## ACTIVITY:
Beginning at the line with "Which roads connect", output each line to the end of the listing below exactly, please.

## RECORDS FOR THIS EXERCISE:
────

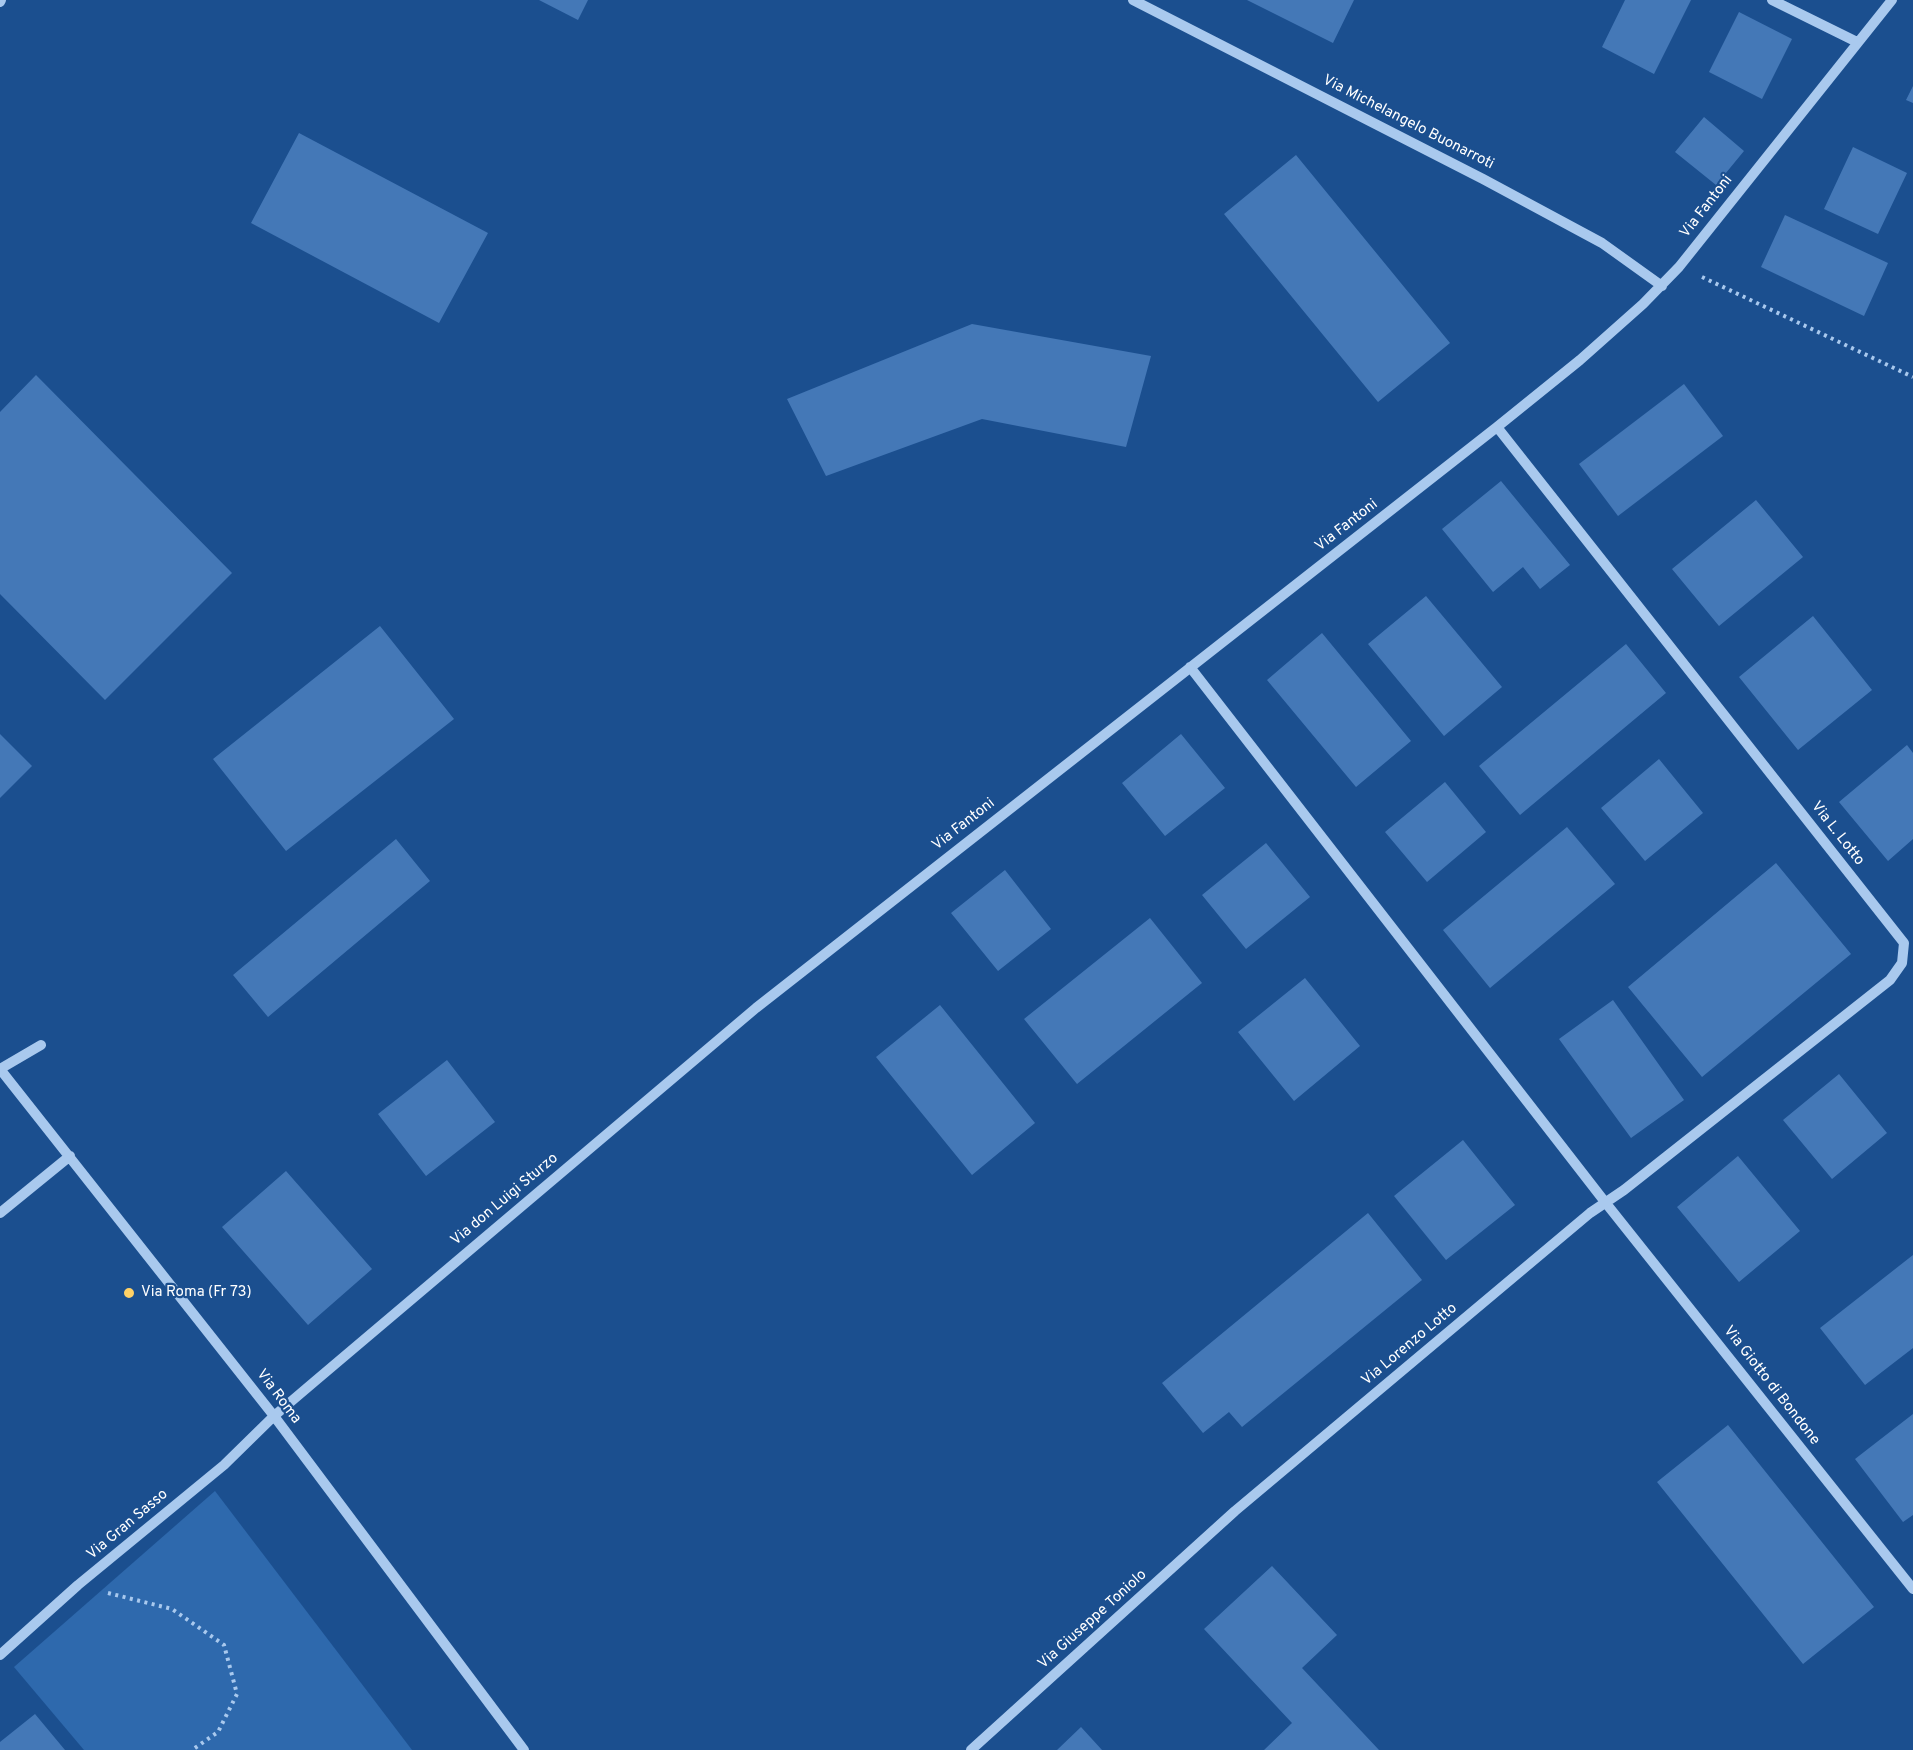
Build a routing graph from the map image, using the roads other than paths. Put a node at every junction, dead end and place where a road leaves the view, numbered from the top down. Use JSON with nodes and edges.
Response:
{"nodes":[{"id":1,"x":1133,"y":0,"type":"edge"},
{"id":2,"x":1772,"y":0,"type":"edge"},
{"id":3,"x":1892,"y":0,"type":"edge"},
{"id":4,"x":1857,"y":42,"type":"junction"},
{"id":5,"x":1662,"y":286,"type":"junction"},
{"id":6,"x":1497,"y":427,"type":"junction"},
{"id":7,"x":1190,"y":667,"type":"junction"},
{"id":8,"x":756,"y":1008,"type":"joint"},
{"id":9,"x":41,"y":1045,"type":"dead end"},
{"id":10,"x":0,"y":1069,"type":"edge"},
{"id":11,"x":70,"y":1156,"type":"junction"},
{"id":12,"x":1605,"y":1202,"type":"junction"},
{"id":13,"x":0,"y":1213,"type":"edge"},
{"id":14,"x":274,"y":1416,"type":"junction"},
{"id":15,"x":1235,"y":1511,"type":"joint"},
{"id":16,"x":1913,"y":1589,"type":"edge"},
{"id":17,"x":0,"y":1655,"type":"edge"},
{"id":18,"x":524,"y":1750,"type":"edge"},
{"id":19,"x":971,"y":1750,"type":"edge"}],
"edges":[{"from":1,"to":5,"type":"street","name":"Via Michelangelo Buonarroti"},
{"from":2,"to":4,"type":"street"},
{"from":3,"to":4,"type":"street","name":"Via Fantoni"},
{"from":4,"to":5,"type":"street","name":"Via Fantoni"},
{"from":5,"to":6,"type":"street","name":"Via Fantoni"},
{"from":6,"to":7,"type":"street","name":"Via Fantoni"},
{"from":6,"to":12,"type":"street","name":"Via L. Lotto"},
{"from":7,"to":8,"type":"street","name":"Via Fantoni"},
{"from":7,"to":12,"type":"street","name":"Via Giotto di Bondone"},
{"from":8,"to":14,"type":"street","name":"Via don Luigi Sturzo"},
{"from":9,"to":10,"type":"street"},
{"from":10,"to":11,"type":"street","name":"Via Roma"},
{"from":11,"to":13,"type":"street"},
{"from":11,"to":14,"type":"street","name":"Via Roma"},
{"from":12,"to":15,"type":"street","name":"Via Lorenzo Lotto"},
{"from":12,"to":16,"type":"street","name":"Via Giotto di Bondone"},
{"from":14,"to":17,"type":"street","name":"Via Gran Sasso"},
{"from":14,"to":18,"type":"street","name":"Via Roma"},
{"from":15,"to":19,"type":"street","name":"Via Giuseppe Toniolo"}]}
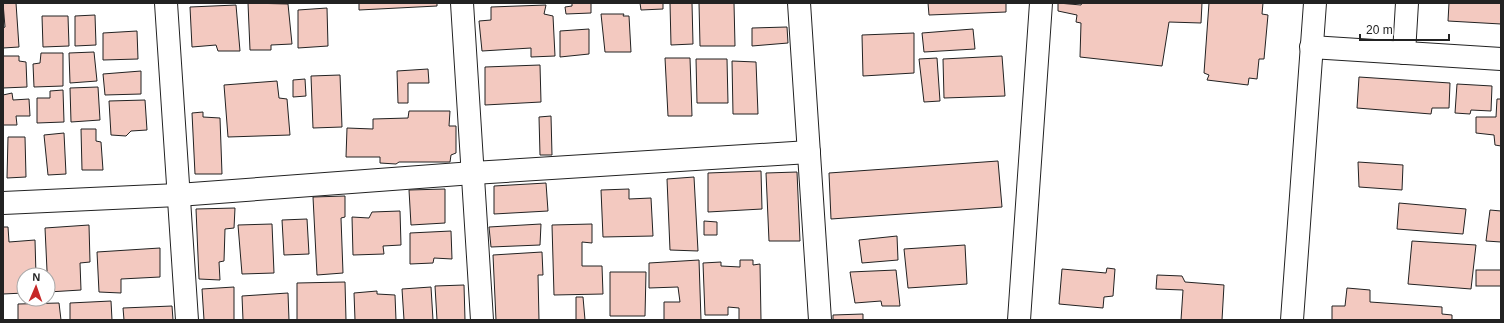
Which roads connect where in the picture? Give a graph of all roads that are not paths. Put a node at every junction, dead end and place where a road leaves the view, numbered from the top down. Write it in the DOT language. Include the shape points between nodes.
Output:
graph roads {
  1 [pos="166,3"];
  2 [pos="462,3"];
  3 [pos="799,3"];
  4 [pos="1041,3"];
  5 [pos="1315,3"];
  6 [pos="1407,3"];
  7 [pos="1311,46"];
  8 [pos="1404,53"];
  9 [pos="1501,59"];
  10 [pos="809,152"];
  11 [pos="473,173"];
  12 [pos="178,195"];
  13 [pos="3,203"];
  14 [pos="187,320"];
  15 [pos="482,320"];
  16 [pos="820,320"];
  17 [pos="1019,320"];
  18 [pos="1292,320"];
  1 -- 12 [label="street"];
  2 -- 11 [label="street"];
  3 -- 10 [label="street"];
  4 -- 17 [label="street"];
  5 -- 7 [label="street"];
  6 -- 8 [label="street"];
  7 -- 8 [label="street"];
  7 -- 18 [label="street"];
  8 -- 9 [label="street"];
  10 -- 11 [label="street"];
  10 -- 16 [label="street"];
  11 -- 12 [label="street"];
  11 -- 15 [label="street"];
  12 -- 13 [label="street"];
  12 -- 14 [label="street"];
}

────

## EXPECTED ANSWER:
Which roads connect where in the picture? Give a graph of all roads that are not paths. Put a node at every junction, dead end and place where a road leaves the view, numbered from the top down. Write it in the DOT language. Include the shape points between nodes.
Output:
graph roads {
  1 [pos="166,3"];
  2 [pos="462,3"];
  3 [pos="799,3"];
  4 [pos="1041,3"];
  5 [pos="1315,3"];
  6 [pos="1407,3"];
  7 [pos="1311,46"];
  8 [pos="1404,53"];
  9 [pos="1501,59"];
  10 [pos="809,152"];
  11 [pos="473,173"];
  12 [pos="178,195"];
  13 [pos="3,203"];
  14 [pos="187,320"];
  15 [pos="482,320"];
  16 [pos="820,320"];
  17 [pos="1019,320"];
  18 [pos="1292,320"];
  1 -- 12 [label="street"];
  2 -- 11 [label="street"];
  3 -- 10 [label="street"];
  4 -- 17 [label="street"];
  5 -- 7 [label="street"];
  6 -- 8 [label="street"];
  7 -- 8 [label="street"];
  7 -- 18 [label="street"];
  8 -- 9 [label="street"];
  10 -- 11 [label="street"];
  10 -- 16 [label="street"];
  11 -- 12 [label="street"];
  11 -- 15 [label="street"];
  12 -- 13 [label="street"];
  12 -- 14 [label="street"];
}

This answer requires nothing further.